WORK TO COMPLETE: Each entry needs to be given again, character for character.

(Saved entries)
== Segment start ==
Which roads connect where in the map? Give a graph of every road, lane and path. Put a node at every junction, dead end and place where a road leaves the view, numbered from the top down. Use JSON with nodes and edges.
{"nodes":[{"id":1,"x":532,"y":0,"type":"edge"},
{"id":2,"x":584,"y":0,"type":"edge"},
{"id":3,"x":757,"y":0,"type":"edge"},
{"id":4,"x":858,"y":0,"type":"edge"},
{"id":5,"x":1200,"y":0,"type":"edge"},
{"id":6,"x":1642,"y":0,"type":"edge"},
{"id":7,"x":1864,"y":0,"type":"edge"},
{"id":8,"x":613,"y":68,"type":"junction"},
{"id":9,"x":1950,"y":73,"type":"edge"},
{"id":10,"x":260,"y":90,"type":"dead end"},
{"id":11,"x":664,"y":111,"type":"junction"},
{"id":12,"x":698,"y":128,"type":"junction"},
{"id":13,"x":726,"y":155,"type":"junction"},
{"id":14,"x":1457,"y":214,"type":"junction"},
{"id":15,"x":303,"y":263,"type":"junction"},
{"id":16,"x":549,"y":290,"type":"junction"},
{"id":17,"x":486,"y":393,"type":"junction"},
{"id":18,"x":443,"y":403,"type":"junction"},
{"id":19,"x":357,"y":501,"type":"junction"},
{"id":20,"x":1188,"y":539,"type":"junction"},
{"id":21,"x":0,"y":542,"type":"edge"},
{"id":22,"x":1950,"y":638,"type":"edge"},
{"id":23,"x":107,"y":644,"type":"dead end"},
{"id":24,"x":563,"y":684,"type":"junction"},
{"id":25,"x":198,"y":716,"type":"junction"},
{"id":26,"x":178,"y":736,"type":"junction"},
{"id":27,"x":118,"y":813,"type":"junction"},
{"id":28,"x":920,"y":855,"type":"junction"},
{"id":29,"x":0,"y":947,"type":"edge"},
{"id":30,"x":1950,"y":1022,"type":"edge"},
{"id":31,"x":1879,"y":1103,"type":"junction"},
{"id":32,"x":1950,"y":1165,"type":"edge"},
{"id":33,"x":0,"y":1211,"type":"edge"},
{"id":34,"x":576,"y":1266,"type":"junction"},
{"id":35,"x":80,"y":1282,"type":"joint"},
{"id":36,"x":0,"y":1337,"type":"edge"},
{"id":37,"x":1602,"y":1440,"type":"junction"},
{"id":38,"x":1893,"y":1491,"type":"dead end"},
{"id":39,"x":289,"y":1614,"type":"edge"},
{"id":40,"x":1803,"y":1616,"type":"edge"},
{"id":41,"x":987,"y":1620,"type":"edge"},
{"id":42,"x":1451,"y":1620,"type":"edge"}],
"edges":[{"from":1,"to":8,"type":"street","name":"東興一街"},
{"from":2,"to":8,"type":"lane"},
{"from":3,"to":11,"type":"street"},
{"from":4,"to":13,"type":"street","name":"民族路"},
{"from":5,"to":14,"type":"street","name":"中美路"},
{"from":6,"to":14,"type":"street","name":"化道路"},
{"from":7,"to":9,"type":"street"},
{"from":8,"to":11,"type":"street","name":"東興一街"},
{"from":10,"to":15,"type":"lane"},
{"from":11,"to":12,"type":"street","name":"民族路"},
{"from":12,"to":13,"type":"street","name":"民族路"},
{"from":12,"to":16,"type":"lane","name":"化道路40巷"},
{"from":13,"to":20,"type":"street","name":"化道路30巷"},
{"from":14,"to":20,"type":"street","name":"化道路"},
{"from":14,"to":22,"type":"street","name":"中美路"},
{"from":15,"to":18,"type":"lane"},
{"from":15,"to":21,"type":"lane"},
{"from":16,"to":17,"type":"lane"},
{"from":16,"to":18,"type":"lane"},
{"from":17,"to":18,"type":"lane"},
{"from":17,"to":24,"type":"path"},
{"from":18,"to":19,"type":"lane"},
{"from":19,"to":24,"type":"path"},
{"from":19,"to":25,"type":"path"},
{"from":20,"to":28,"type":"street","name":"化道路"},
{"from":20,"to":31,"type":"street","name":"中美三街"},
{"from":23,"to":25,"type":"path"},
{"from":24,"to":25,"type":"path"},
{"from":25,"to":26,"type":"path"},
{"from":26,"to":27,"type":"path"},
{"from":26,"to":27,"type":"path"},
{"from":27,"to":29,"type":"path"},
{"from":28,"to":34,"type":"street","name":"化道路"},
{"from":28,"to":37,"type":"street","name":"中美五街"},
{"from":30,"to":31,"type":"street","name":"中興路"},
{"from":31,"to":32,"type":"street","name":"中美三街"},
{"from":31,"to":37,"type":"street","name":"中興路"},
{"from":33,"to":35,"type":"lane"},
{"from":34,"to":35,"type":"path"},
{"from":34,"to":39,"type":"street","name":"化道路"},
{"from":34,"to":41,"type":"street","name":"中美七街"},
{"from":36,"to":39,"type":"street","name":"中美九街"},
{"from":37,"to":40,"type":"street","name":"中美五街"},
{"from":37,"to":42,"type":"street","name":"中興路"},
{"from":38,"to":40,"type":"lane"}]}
== Segment end ==
REPLY TO THE EXERCISE:
Which roads connect where in the map? Give a graph of every road, lane and path. Put a node at every junction, dead end and place where a road leaves the view, numbered from the top down. Use JSON with nodes and edges.
{"nodes":[{"id":1,"x":532,"y":0,"type":"edge"},
{"id":2,"x":584,"y":0,"type":"edge"},
{"id":3,"x":757,"y":0,"type":"edge"},
{"id":4,"x":858,"y":0,"type":"edge"},
{"id":5,"x":1200,"y":0,"type":"edge"},
{"id":6,"x":1642,"y":0,"type":"edge"},
{"id":7,"x":1864,"y":0,"type":"edge"},
{"id":8,"x":613,"y":68,"type":"junction"},
{"id":9,"x":1950,"y":73,"type":"edge"},
{"id":10,"x":260,"y":90,"type":"dead end"},
{"id":11,"x":664,"y":111,"type":"junction"},
{"id":12,"x":698,"y":128,"type":"junction"},
{"id":13,"x":726,"y":155,"type":"junction"},
{"id":14,"x":1457,"y":214,"type":"junction"},
{"id":15,"x":303,"y":263,"type":"junction"},
{"id":16,"x":549,"y":290,"type":"junction"},
{"id":17,"x":486,"y":393,"type":"junction"},
{"id":18,"x":443,"y":403,"type":"junction"},
{"id":19,"x":357,"y":501,"type":"junction"},
{"id":20,"x":1188,"y":539,"type":"junction"},
{"id":21,"x":0,"y":542,"type":"edge"},
{"id":22,"x":1950,"y":638,"type":"edge"},
{"id":23,"x":107,"y":644,"type":"dead end"},
{"id":24,"x":563,"y":684,"type":"junction"},
{"id":25,"x":198,"y":716,"type":"junction"},
{"id":26,"x":178,"y":736,"type":"junction"},
{"id":27,"x":118,"y":813,"type":"junction"},
{"id":28,"x":920,"y":855,"type":"junction"},
{"id":29,"x":0,"y":947,"type":"edge"},
{"id":30,"x":1950,"y":1022,"type":"edge"},
{"id":31,"x":1879,"y":1103,"type":"junction"},
{"id":32,"x":1950,"y":1165,"type":"edge"},
{"id":33,"x":0,"y":1211,"type":"edge"},
{"id":34,"x":576,"y":1266,"type":"junction"},
{"id":35,"x":80,"y":1282,"type":"joint"},
{"id":36,"x":0,"y":1337,"type":"edge"},
{"id":37,"x":1602,"y":1440,"type":"junction"},
{"id":38,"x":1893,"y":1491,"type":"dead end"},
{"id":39,"x":289,"y":1614,"type":"edge"},
{"id":40,"x":1803,"y":1616,"type":"edge"},
{"id":41,"x":987,"y":1620,"type":"edge"},
{"id":42,"x":1451,"y":1620,"type":"edge"}],
"edges":[{"from":1,"to":8,"type":"street","name":"東興一街"},
{"from":2,"to":8,"type":"lane"},
{"from":3,"to":11,"type":"street"},
{"from":4,"to":13,"type":"street","name":"民族路"},
{"from":5,"to":14,"type":"street","name":"中美路"},
{"from":6,"to":14,"type":"street","name":"化道路"},
{"from":7,"to":9,"type":"street"},
{"from":8,"to":11,"type":"street","name":"東興一街"},
{"from":10,"to":15,"type":"lane"},
{"from":11,"to":12,"type":"street","name":"民族路"},
{"from":12,"to":13,"type":"street","name":"民族路"},
{"from":12,"to":16,"type":"lane","name":"化道路40巷"},
{"from":13,"to":20,"type":"street","name":"化道路30巷"},
{"from":14,"to":20,"type":"street","name":"化道路"},
{"from":14,"to":22,"type":"street","name":"中美路"},
{"from":15,"to":18,"type":"lane"},
{"from":15,"to":21,"type":"lane"},
{"from":16,"to":17,"type":"lane"},
{"from":16,"to":18,"type":"lane"},
{"from":17,"to":18,"type":"lane"},
{"from":17,"to":24,"type":"path"},
{"from":18,"to":19,"type":"lane"},
{"from":19,"to":24,"type":"path"},
{"from":19,"to":25,"type":"path"},
{"from":20,"to":28,"type":"street","name":"化道路"},
{"from":20,"to":31,"type":"street","name":"中美三街"},
{"from":23,"to":25,"type":"path"},
{"from":24,"to":25,"type":"path"},
{"from":25,"to":26,"type":"path"},
{"from":26,"to":27,"type":"path"},
{"from":26,"to":27,"type":"path"},
{"from":27,"to":29,"type":"path"},
{"from":28,"to":34,"type":"street","name":"化道路"},
{"from":28,"to":37,"type":"street","name":"中美五街"},
{"from":30,"to":31,"type":"street","name":"中興路"},
{"from":31,"to":32,"type":"street","name":"中美三街"},
{"from":31,"to":37,"type":"street","name":"中興路"},
{"from":33,"to":35,"type":"lane"},
{"from":34,"to":35,"type":"path"},
{"from":34,"to":39,"type":"street","name":"化道路"},
{"from":34,"to":41,"type":"street","name":"中美七街"},
{"from":36,"to":39,"type":"street","name":"中美九街"},
{"from":37,"to":40,"type":"street","name":"中美五街"},
{"from":37,"to":42,"type":"street","name":"中興路"},
{"from":38,"to":40,"type":"lane"}]}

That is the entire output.